Con tutta l’autorità del legislatore, che spetta solo a Dio, Gesù indica la misura alta della giustizia a cui tendere. Non ci si può accontentare del modello proposto dagli scribi e dai farisei, ma bisogna superarlo guardando a Dio.

Gesù col suo insegnamento offre la lettura intelligente della Legge, cioè quella che non si ferma alla lettera ma in essa trova la luce della sapienza di Dio. Tale insegnamento avviene in parole e in opere riconoscendo il primato che Dio e la legge riconoscono alla vita dell’uomo. Infatti la Parola di Dio non può essere uno strumento per ottenere qualche cosa, fosse anche un risarcimento per un torto subito.
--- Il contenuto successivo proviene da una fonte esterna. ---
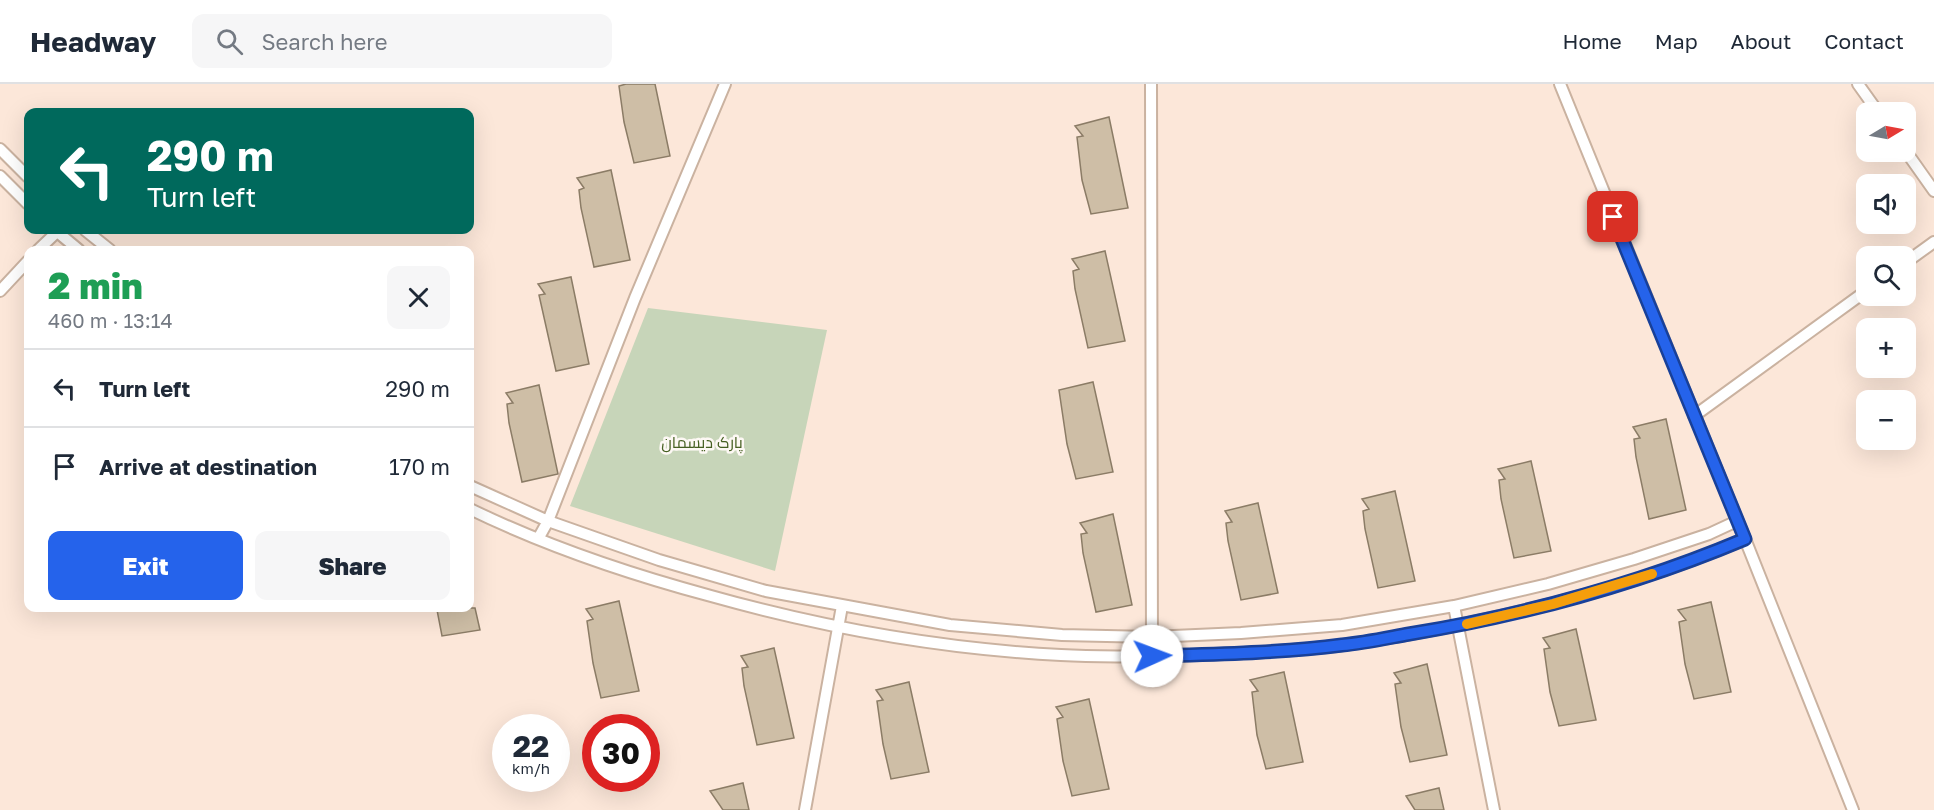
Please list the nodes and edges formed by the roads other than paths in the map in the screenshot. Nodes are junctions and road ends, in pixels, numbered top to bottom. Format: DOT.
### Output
graph roads {
  1 [pos="725,84"];
  2 [pos="1151,84"];
  3 [pos="1560,84"];
  4 [pos="1858,84"];
  5 [pos="1871,102"];
  6 [pos="0,149"];
  7 [pos="1913,162"];
  8 [pos="24,173"];
  9 [pos="0,176"];
  10 [pos="1934,191"];
  11 [pos="24,200"];
  12 [pos="53,234"];
  13 [pos="61,234"];
  14 [pos="90,234"];
  15 [pos="1934,242"];
  16 [pos="42,246"];
  17 [pos="75,246"];
  18 [pos="105,246"];
  19 [pos="1916,255"];
  20 [pos="24,265"];
  21 [pos="0,291"];
  22 [pos="1856,298"];
  23 [pos="1694,416"];
  24 [pos="474,488"];
  25 [pos="474,511"];
  26 [pos="548,521"];
  27 [pos="1737,521"];
  28 [pos="538,538"];
  29 [pos="1745,539"];
  30 [pos="842,606"];
  31 [pos="1454,606"];
  32 [pos="1458,626"];
  33 [pos="840,627"];
  34 [pos="1152,637"];
  35 [pos="1152,656"];
  36 [pos="805,810"];
  37 [pos="1494,810"];
  38 [pos="1852,810"];
  1 -- 26 [label="street"];
  2 -- 34 [label="street"];
  3 -- 23 [label="street"];
  4 -- 5 [label="street"];
  6 -- 8 [label="street"];
  7 -- 10 [label="street"];
  9 -- 11 [label="street"];
  12 -- 16 [label="street"];
  13 -- 17 [label="street"];
  14 -- 18 [label="street"];
  15 -- 19 [label="street"];
  20 -- 21 [label="street"];
  22 -- 23 [label="street"];
  23 -- 27 [label="street"];
  24 -- 26 [label="street"];
  25 -- 28 [label="street"];
  26 -- 28 [label="street"];
  26 -- 30 [label="street"];
  27 -- 29 [label="street"];
  27 -- 31 [label="street"];
  28 -- 33 [label="street"];
  29 -- 32 [label="street"];
  29 -- 38 [label="street"];
  30 -- 33 [label="street"];
  30 -- 34 [label="street"];
  31 -- 32 [label="street"];
  31 -- 34 [label="street"];
  32 -- 35 [label="street"];
  32 -- 37 [label="street"];
  33 -- 35 [label="street"];
  33 -- 36 [label="street"];
  34 -- 35 [label="street"];
}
La legge di Dio, che veicola e regola la giustizia tra gli uomini, ha come scopo la riconciliazione. La giustizia umana si ferma all’obbiettivo di garantire equità secondo un criterio meramente materiale simboleggiato dalla bilancia con i suoi pesi e contrappesi. Tuttavia ci sono aspetti dell’umanità che sfuggono alla legge di gravità e il cui peso non lo si può misurare con gli strumenti commerciali. C’è bisogno di un altro metodo di giudizio che è il “come” di Dio. Gesù ha insegnato a pregare il Padre dicendo: “Sciogli il nodo dei nostri debiti verso di Te … come Te anche noi riusciremo a sciogliere il nodo dei debiti ai nostri debitori”. 

Attraverso l’offerta l’uomo religioso fa una cosa che pensa piaccia a Dio. Gesù ricorda che Dio gradisce il sacrificio solo se unito alla riconciliazione con il fratello. Detto in altri termini, a Dio non interessano singole azioni cultuali, fatte in solitudine e per se stessi, anzi le rigetta perché si sente strumentalizzato e preso in giro.
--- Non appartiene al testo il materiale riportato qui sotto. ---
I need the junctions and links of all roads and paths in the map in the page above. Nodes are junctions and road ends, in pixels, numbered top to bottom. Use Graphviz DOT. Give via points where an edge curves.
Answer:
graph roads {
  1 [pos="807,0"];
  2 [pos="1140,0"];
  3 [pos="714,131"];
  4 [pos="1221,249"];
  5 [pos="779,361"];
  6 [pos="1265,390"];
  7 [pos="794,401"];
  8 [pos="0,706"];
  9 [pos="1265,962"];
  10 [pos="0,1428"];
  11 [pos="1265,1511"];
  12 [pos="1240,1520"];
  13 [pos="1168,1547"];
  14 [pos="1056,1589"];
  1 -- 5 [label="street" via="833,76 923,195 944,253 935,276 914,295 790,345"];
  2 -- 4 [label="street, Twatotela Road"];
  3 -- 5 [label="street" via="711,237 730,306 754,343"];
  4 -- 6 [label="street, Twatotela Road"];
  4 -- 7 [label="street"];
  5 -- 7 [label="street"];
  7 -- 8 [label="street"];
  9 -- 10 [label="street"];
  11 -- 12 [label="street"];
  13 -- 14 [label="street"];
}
Gradisce invece il dono che è frutto della fatica di dissodare il terreno del pregiudizio, del sudore della fronte nel costruire ponti tra i fratelli e le generazioni, dell’impegno a volte doloroso di ricercare vie del dialogo. Infatti la rinuncia a riconciliarci col fratello trasforma la nostra offerta a Dio in un atto di giudizio contro di noi. Se rifiutiamo di compiere la giustizia di Dio come potremo chiedere a Dio di fare giustizia verso di noi?
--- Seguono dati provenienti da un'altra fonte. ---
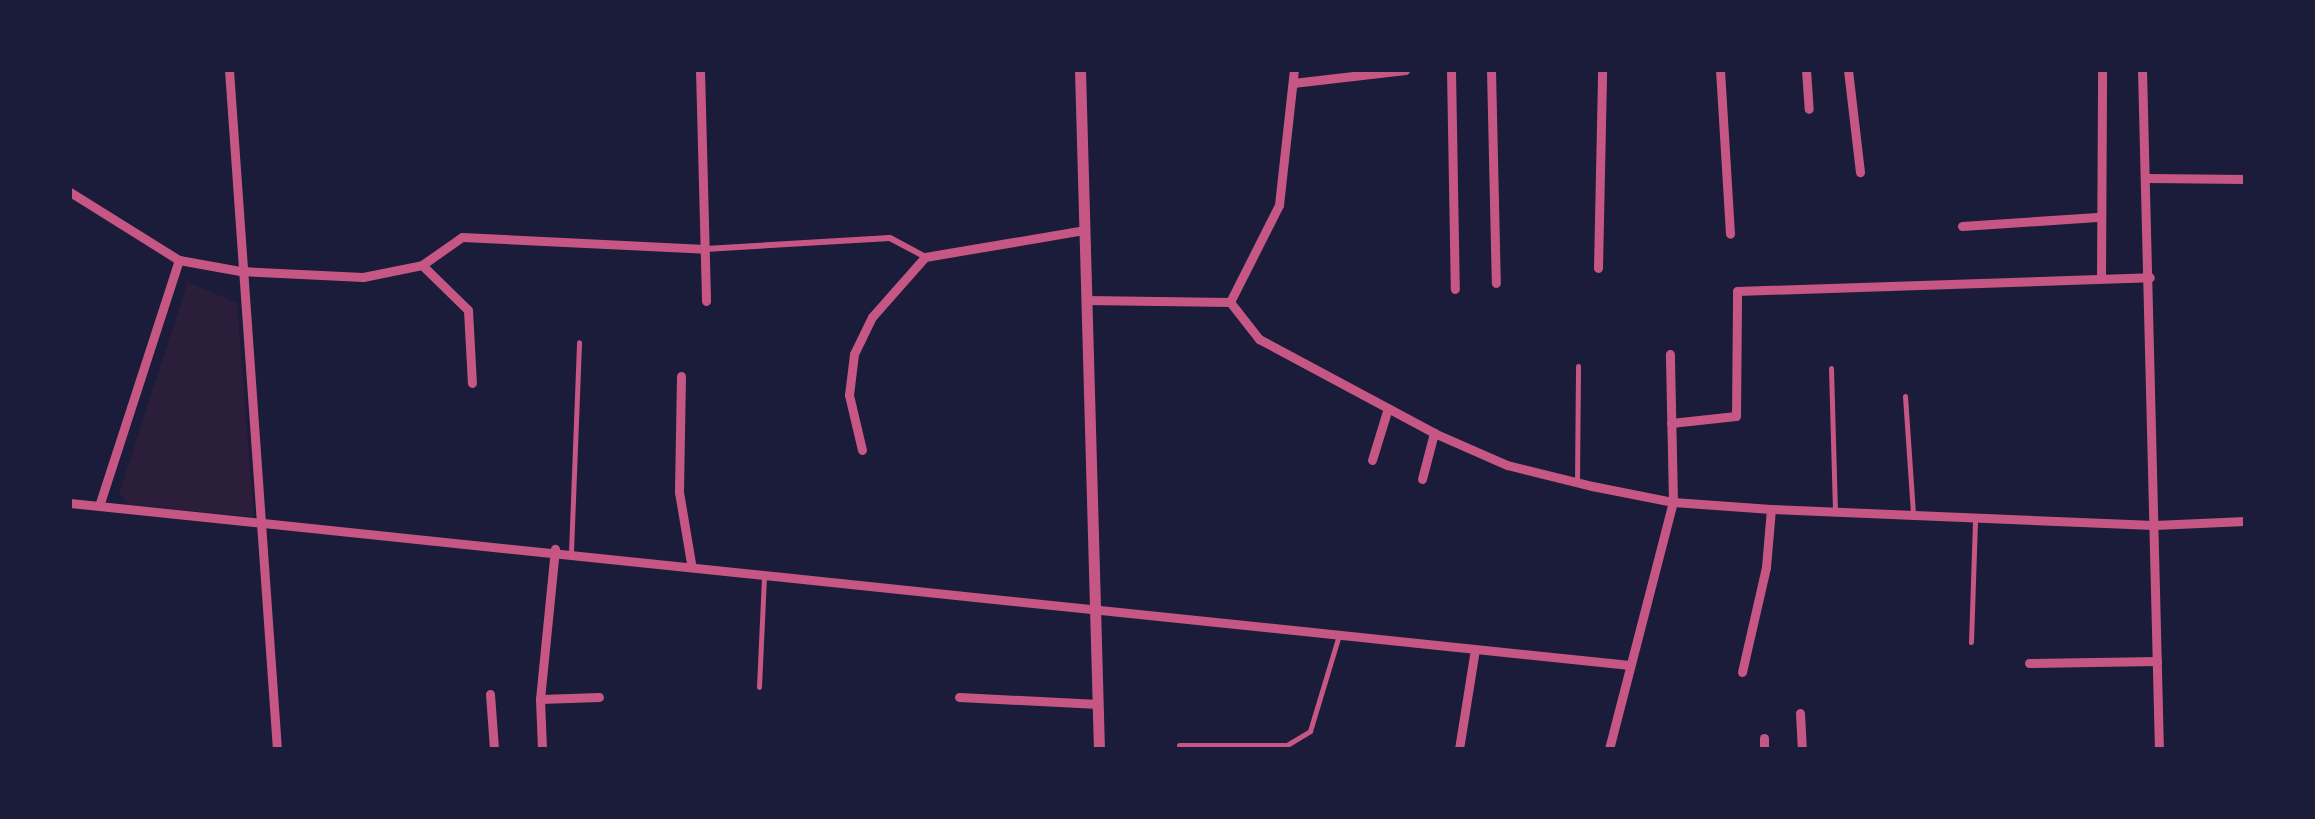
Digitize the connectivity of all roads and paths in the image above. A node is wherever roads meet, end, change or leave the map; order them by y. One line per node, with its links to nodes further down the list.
1 (229, 70): 29 (street)
2 (700, 70): 24 (street)
3 (1080, 70): 22 (street)
4 (1294, 70): 14 (street)
5 (1405, 70): 14 (street)
6 (1451, 70): 33 (street)
7 (1491, 70): 32 (street)
8 (1602, 70): 28 (street)
9 (1720, 70): 23 (street)
10 (1806, 70): 15 (street)
11 (1848, 70): 16 (street)
12 (2102, 70): 20 (street)
13 (2142, 70): 17 (street)
14 (1293, 83): 36 (street)
15 (1810, 109)
16 (1860, 172)
17 (2148, 178): 18 (street); 30 (street)
18 (2245, 179)
19 (70, 192): 26 (street)
20 (2097, 217): 21 (street); 31 (street)
21 (1962, 226)
22 (1084, 230): 25 (street); 34 (street)
23 (1730, 234)
24 (705, 249): 25 (street); 27 (street); 35 (street)
25 (925, 258): 47 (street)
26 (178, 260): 29 (street); 53 (street)
27 (422, 265): 29 (street); 42 (street)
28 (1598, 268)
29 (240, 271): 58 (street)
30 (2150, 277): 31 (street); 60 (street)
31 (2101, 278): 45 (street)
32 (1496, 283)
33 (1455, 289)
34 (1086, 300): 36 (street); 65 (street)
35 (706, 301)
36 (1230, 302): 44 (street)
37 (578, 342): 62 (lane)
38 (1670, 354): 45 (street)
39 (1578, 366): 50 (lane)
40 (1830, 368): 55 (lane)
41 (682, 376): 63 (street)
42 (472, 383)
43 (1905, 396): 56 (lane)
44 (1388, 408): 46 (street); 48 (street)
45 (1672, 422): 51 (street)
46 (1434, 433): 49 (street); 50 (street)
47 (862, 450)
48 (1372, 460)
49 (1422, 479)
50 (1578, 482): 51 (street)
51 (1673, 502): 54 (street); 71 (street)
52 (70, 504): 53 (street)
53 (99, 506): 58 (street)
54 (1770, 509): 55 (street); 72 (street)
55 (1835, 511): 56 (street)
56 (1914, 513): 57 (street)
57 (1975, 516): 60 (street); 67 (lane)
58 (265, 521): 61 (street); 81 (street)
59 (2245, 521): 60 (street)
60 (2154, 525): 69 (street)
61 (555, 549): 62 (street); 76 (street)
62 (571, 552): 63 (street)
63 (691, 563): 64 (street)
64 (764, 572): 65 (street); 73 (lane)
65 (1096, 611): 66 (street); 78 (street)
66 (1339, 635): 68 (street); 80 (lane)
67 (1971, 642)
68 (1474, 648): 71 (street); 85 (street)
69 (2157, 661): 70 (street); 88 (street)
70 (2029, 663)
71 (1630, 666): 86 (street)
72 (1742, 672)
73 (759, 687)
74 (490, 694): 82 (street)
75 (599, 696): 76 (street)
76 (540, 698): 83 (street)
77 (959, 698): 78 (street)
78 (1098, 704): 84 (street)
79 (1800, 713): 87 (street)
80 (1179, 744)
81 (277, 749)
82 (494, 749)
83 (542, 749)
84 (1099, 749)
85 (1458, 749)
86 (1610, 749)
87 (1802, 749)
88 (2159, 749)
Commento a cura di don Pasquale Giordano

FonteMater Ecclesiae Bernalda

La parrocchia Mater Ecclesiae è stata fondata il 2 luglio 1968 dall’Arcivescovo Mons. Giacomo Palombella, che morirà ad Acquaviva delle Fonti, suo paese natale, nel gennaio 1977, ormai dimissionario per superati limiti di età… [Continua sul sito]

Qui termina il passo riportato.